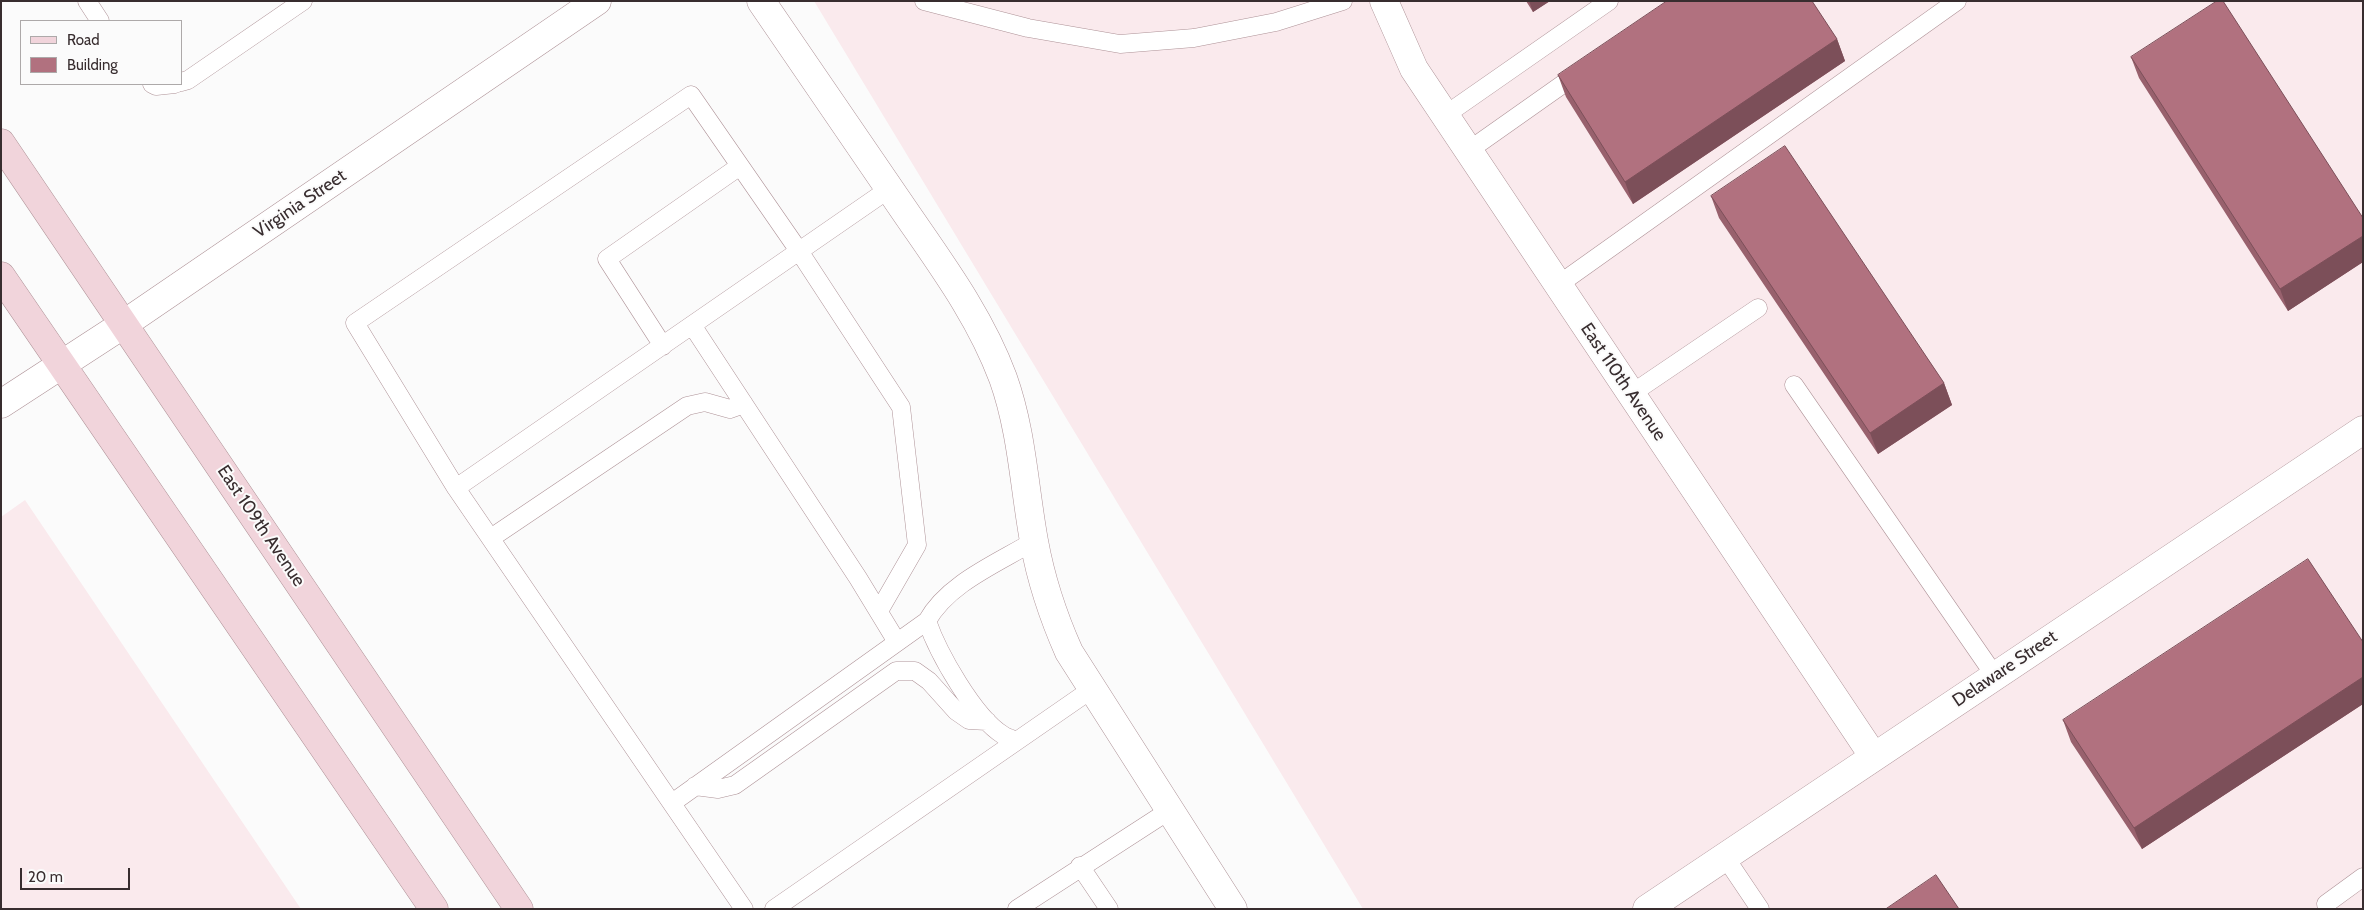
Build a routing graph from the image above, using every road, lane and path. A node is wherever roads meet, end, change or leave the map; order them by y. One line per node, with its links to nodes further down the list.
1 (87, 1): 10 (lane)
2 (303, 1): 12 (lane)
3 (597, 1): 22 (street, Virginia Street)
4 (761, 1): 17 (street)
5 (924, 1): 6 (lane)
6 (1343, 1)
7 (1384, 1): 13 (street, East 110th Avenue)
8 (1609, 1): 13 (lane)
9 (1957, 1): 20 (lane)
10 (99, 20)
11 (1597, 59): 15 (lane)
12 (182, 82)
13 (1444, 116): 15 (street, East 110th Avenue)
14 (1, 143): 22 (main road, East 109th Avenue)
15 (1468, 152): 20 (street, East 110th Avenue)
16 (740, 166): 18 (lane); 24 (lane); 31 (lane)
17 (890, 189): 18 (lane); 33 (street)
18 (799, 252): 23 (lane); 34 (lane)
19 (1, 276): 25 (main road)
20 (1558, 285): 27 (street, East 110th Avenue)
21 (1758, 308): 27 (lane)
22 (124, 324): 25 (street, Virginia Street); 50 (main road, East 109th Avenue)
23 (692, 325): 24 (lane); 29 (lane)
24 (663, 346): 31 (lane)
25 (61, 364): 28 (street, Virginia Street); 49 (main road)
26 (1794, 385): 37 (lane)
27 (1631, 394): 41 (street, East 110th Avenue)
28 (1, 404)
29 (744, 404): 32 (lane); 34 (lane)
30 (2359, 441): 37 (street, Delaware Street)
31 (456, 488): 32 (lane)
32 (491, 538): 43 (lane)
33 (1034, 541): 35 (lane); 38 (street)
34 (879, 611): 36 (lane)
35 (927, 621): 36 (lane); 39 (lane)
36 (897, 642): 42 (lane)
37 (1994, 676): 41 (street, Delaware Street)
38 (1092, 689): 40 (lane); 44 (street)
39 (987, 721): 40 (lane); 42 (lane)
40 (1017, 741): 52 (lane)
41 (1874, 756): 45 (street, Delaware Street)
42 (695, 786): 43 (lane)
43 (672, 803): 51 (lane)
44 (1170, 810): 46 (lane); 55 (street)
45 (1725, 857): 56 (street, Delaware Street); 57 (lane)
46 (1080, 866): 53 (lane); 54 (lane)
47 (2363, 877): 48 (lane)
48 (2326, 904)
49 (434, 909)
50 (519, 909)
51 (744, 909)
52 (774, 909)
53 (1017, 909)
54 (1110, 909)
55 (1233, 909)
56 (1647, 909)
57 (1760, 909)

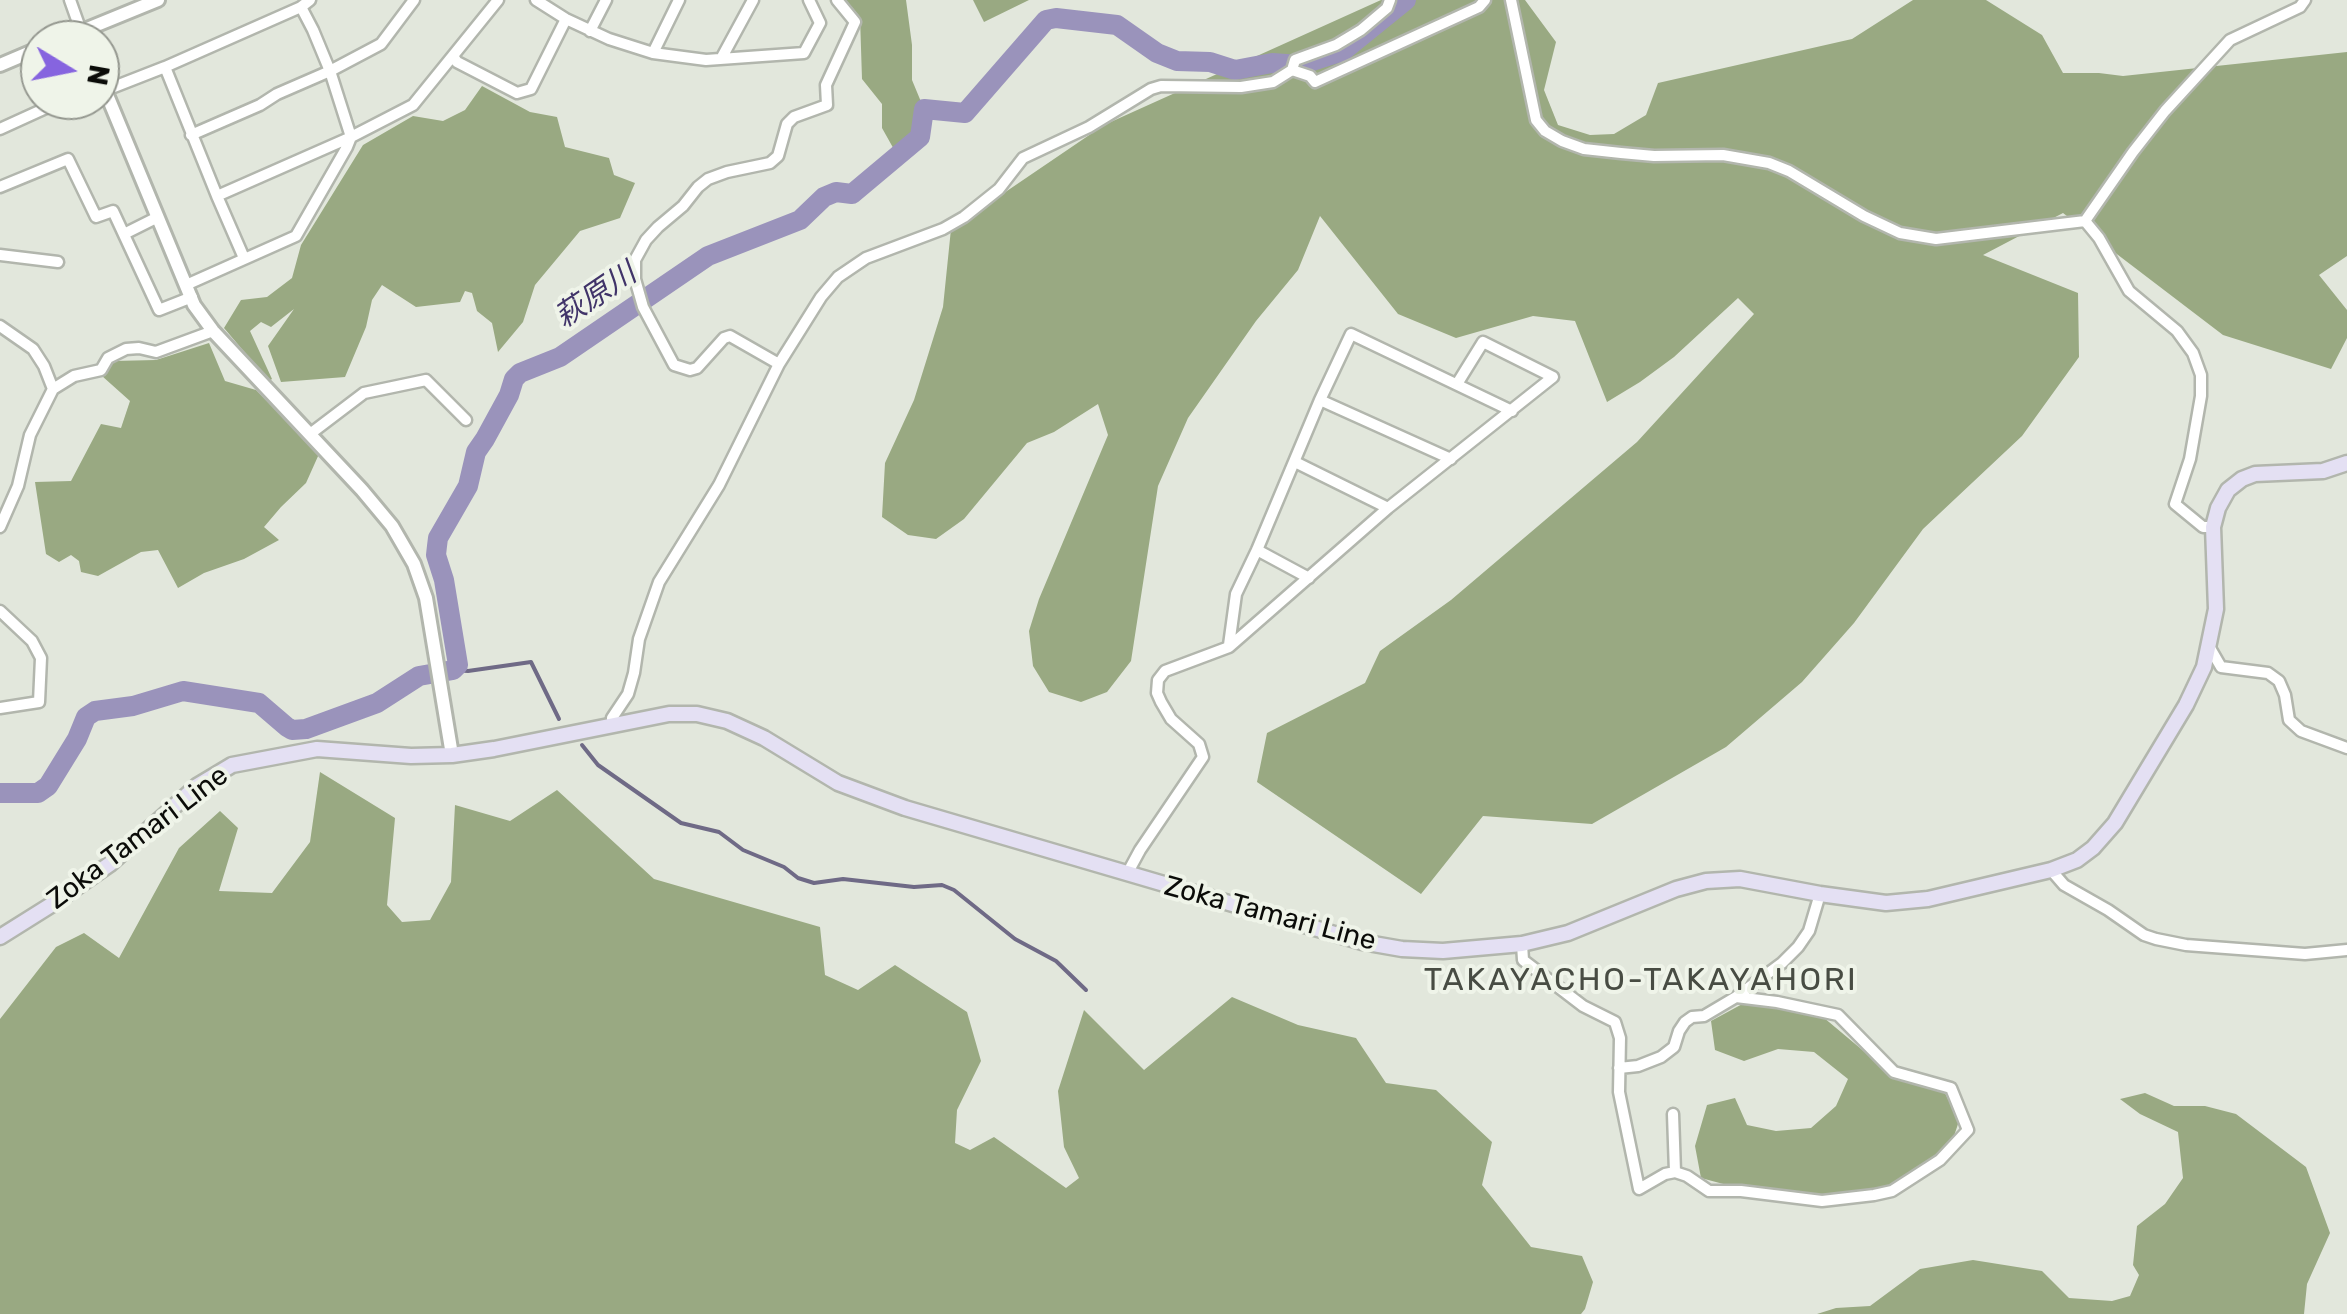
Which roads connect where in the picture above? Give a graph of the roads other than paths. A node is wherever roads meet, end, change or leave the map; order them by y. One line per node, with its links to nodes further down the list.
1 (158, 0): 16 (street)
2 (414, 0): 23 (street)
3 (498, 0): 19 (street)
4 (536, 0): 15 (street)
5 (606, 0): 17 (street)
6 (679, 0): 18 (street)
7 (753, 0): 20 (street)
8 (809, 0): 20 (street)
9 (837, 0): 39 (street)
10 (1390, 0): 21 (street)
11 (1485, 0): 21 (street)
12 (1511, 0): 31 (street)
13 (2305, 0): 31 (street)
14 (306, 4): 22 (street); 23 (street)
15 (566, 19): 17 (street); 19 (street)
16 (116, 20)
17 (590, 31): 18 (street)
18 (654, 52): 20 (street)
19 (453, 56): 27 (street)
20 (721, 60)
21 (1294, 65): 39 (street)
22 (165, 67): 24 (street); 26 (street)
23 (330, 71): 26 (street); 27 (street)
24 (120, 81)
25 (116, 120): 30 (street)
26 (192, 134): 29 (street)
27 (351, 136): 29 (street); 34 (street)
28 (0, 187): 32 (street)
29 (216, 196): 34 (street)
30 (158, 217): 32 (street); 36 (street)
31 (2085, 221): 51 (street)
32 (124, 234): 36 (street)
33 (0, 255): 35 (street)
34 (244, 258): 36 (street)
35 (58, 262)
36 (189, 291): 38 (street)
37 (0, 326): 41 (street)
38 (213, 332): 41 (street); 45 (street)
39 (779, 364): 58 (street)
40 (1457, 384): 42 (street); 43 (street); 43 (street)
41 (52, 389): 50 (street)
42 (1320, 400): 46 (street); 47 (street)
43 (1512, 411): 46 (street)
44 (466, 420): 45 (street)
45 (310, 434): 60 (street)
46 (1451, 459): 49 (street)
47 (1295, 462): 49 (street); 52 (street)
48 (2347, 463): 51 (main road, Zoka Tamari Line)
49 (1388, 508): 53 (street)
50 (0, 527)
51 (2213, 527): 56 (main road, Zoka Tamari Line)
52 (1257, 550): 53 (street); 55 (street)
53 (1309, 578): 55 (street)
54 (0, 610): 57 (street)
55 (1228, 646): 62 (street)
56 (2210, 648): 59 (street); 61 (main road, Zoka Tamari Line)
57 (0, 708)
58 (613, 726): 60 (main road, Zoka Tamari Line); 62 (main road, Zoka Tamari Line)
59 (2347, 748)
60 (452, 755): 64 (main road, Zoka Tamari Line)
61 (2051, 870): 63 (main road, Zoka Tamari Line); 66 (street)
62 (1127, 874): 65 (main road, Zoka Tamari Line)
63 (1820, 894): 65 (main road, Zoka Tamari Line); 67 (street)
64 (0, 937)
65 (1522, 944): 68 (street)
66 (2347, 950)
67 (1736, 997): 68 (street); 70 (street)
68 (1619, 1068): 70 (street)
69 (1673, 1114): 70 (street)
70 (1675, 1172)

## WORK TO BE COMPLETED
Transcribe the whole listing exactly. Pictures stay out of your copy.

## REPLY TO THE TASK
Build a routing graph from the image above, using every road, lane and path. A node is wherever roads meet, end, change or leave the map; order them by y. One line per node, with its links to nodes further down the list.
1 (87, 1): 10 (lane)
2 (303, 1): 12 (lane)
3 (597, 1): 22 (street, Virginia Street)
4 (761, 1): 17 (street)
5 (924, 1): 6 (lane)
6 (1343, 1)
7 (1384, 1): 13 (street, East 110th Avenue)
8 (1609, 1): 13 (lane)
9 (1957, 1): 20 (lane)
10 (99, 20)
11 (1597, 59): 15 (lane)
12 (182, 82)
13 (1444, 116): 15 (street, East 110th Avenue)
14 (1, 143): 22 (main road, East 109th Avenue)
15 (1468, 152): 20 (street, East 110th Avenue)
16 (740, 166): 18 (lane); 24 (lane); 31 (lane)
17 (890, 189): 18 (lane); 33 (street)
18 (799, 252): 23 (lane); 34 (lane)
19 (1, 276): 25 (main road)
20 (1558, 285): 27 (street, East 110th Avenue)
21 (1758, 308): 27 (lane)
22 (124, 324): 25 (street, Virginia Street); 50 (main road, East 109th Avenue)
23 (692, 325): 24 (lane); 29 (lane)
24 (663, 346): 31 (lane)
25 (61, 364): 28 (street, Virginia Street); 49 (main road)
26 (1794, 385): 37 (lane)
27 (1631, 394): 41 (street, East 110th Avenue)
28 (1, 404)
29 (744, 404): 32 (lane); 34 (lane)
30 (2359, 441): 37 (street, Delaware Street)
31 (456, 488): 32 (lane)
32 (491, 538): 43 (lane)
33 (1034, 541): 35 (lane); 38 (street)
34 (879, 611): 36 (lane)
35 (927, 621): 36 (lane); 39 (lane)
36 (897, 642): 42 (lane)
37 (1994, 676): 41 (street, Delaware Street)
38 (1092, 689): 40 (lane); 44 (street)
39 (987, 721): 40 (lane); 42 (lane)
40 (1017, 741): 52 (lane)
41 (1874, 756): 45 (street, Delaware Street)
42 (695, 786): 43 (lane)
43 (672, 803): 51 (lane)
44 (1170, 810): 46 (lane); 55 (street)
45 (1725, 857): 56 (street, Delaware Street); 57 (lane)
46 (1080, 866): 53 (lane); 54 (lane)
47 (2363, 877): 48 (lane)
48 (2326, 904)
49 (434, 909)
50 (519, 909)
51 (744, 909)
52 (774, 909)
53 (1017, 909)
54 (1110, 909)
55 (1233, 909)
56 (1647, 909)
57 (1760, 909)

Which roads connect where in the picture above? Give a graph of the roads other than paths. A node is wherever roads meet, end, change or leave the map; order them by y. One line per node, with its links to nodes further down the list.
1 (158, 0): 16 (street)
2 (414, 0): 23 (street)
3 (498, 0): 19 (street)
4 (536, 0): 15 (street)
5 (606, 0): 17 (street)
6 (679, 0): 18 (street)
7 (753, 0): 20 (street)
8 (809, 0): 20 (street)
9 (837, 0): 39 (street)
10 (1390, 0): 21 (street)
11 (1485, 0): 21 (street)
12 (1511, 0): 31 (street)
13 (2305, 0): 31 (street)
14 (306, 4): 22 (street); 23 (street)
15 (566, 19): 17 (street); 19 (street)
16 (116, 20)
17 (590, 31): 18 (street)
18 (654, 52): 20 (street)
19 (453, 56): 27 (street)
20 (721, 60)
21 (1294, 65): 39 (street)
22 (165, 67): 24 (street); 26 (street)
23 (330, 71): 26 (street); 27 (street)
24 (120, 81)
25 (116, 120): 30 (street)
26 (192, 134): 29 (street)
27 (351, 136): 29 (street); 34 (street)
28 (0, 187): 32 (street)
29 (216, 196): 34 (street)
30 (158, 217): 32 (street); 36 (street)
31 (2085, 221): 51 (street)
32 (124, 234): 36 (street)
33 (0, 255): 35 (street)
34 (244, 258): 36 (street)
35 (58, 262)
36 (189, 291): 38 (street)
37 (0, 326): 41 (street)
38 (213, 332): 41 (street); 45 (street)
39 (779, 364): 58 (street)
40 (1457, 384): 42 (street); 43 (street); 43 (street)
41 (52, 389): 50 (street)
42 (1320, 400): 46 (street); 47 (street)
43 (1512, 411): 46 (street)
44 (466, 420): 45 (street)
45 (310, 434): 60 (street)
46 (1451, 459): 49 (street)
47 (1295, 462): 49 (street); 52 (street)
48 (2347, 463): 51 (main road, Zoka Tamari Line)
49 (1388, 508): 53 (street)
50 (0, 527)
51 (2213, 527): 56 (main road, Zoka Tamari Line)
52 (1257, 550): 53 (street); 55 (street)
53 (1309, 578): 55 (street)
54 (0, 610): 57 (street)
55 (1228, 646): 62 (street)
56 (2210, 648): 59 (street); 61 (main road, Zoka Tamari Line)
57 (0, 708)
58 (613, 726): 60 (main road, Zoka Tamari Line); 62 (main road, Zoka Tamari Line)
59 (2347, 748)
60 (452, 755): 64 (main road, Zoka Tamari Line)
61 (2051, 870): 63 (main road, Zoka Tamari Line); 66 (street)
62 (1127, 874): 65 (main road, Zoka Tamari Line)
63 (1820, 894): 65 (main road, Zoka Tamari Line); 67 (street)
64 (0, 937)
65 (1522, 944): 68 (street)
66 (2347, 950)
67 (1736, 997): 68 (street); 70 (street)
68 (1619, 1068): 70 (street)
69 (1673, 1114): 70 (street)
70 (1675, 1172)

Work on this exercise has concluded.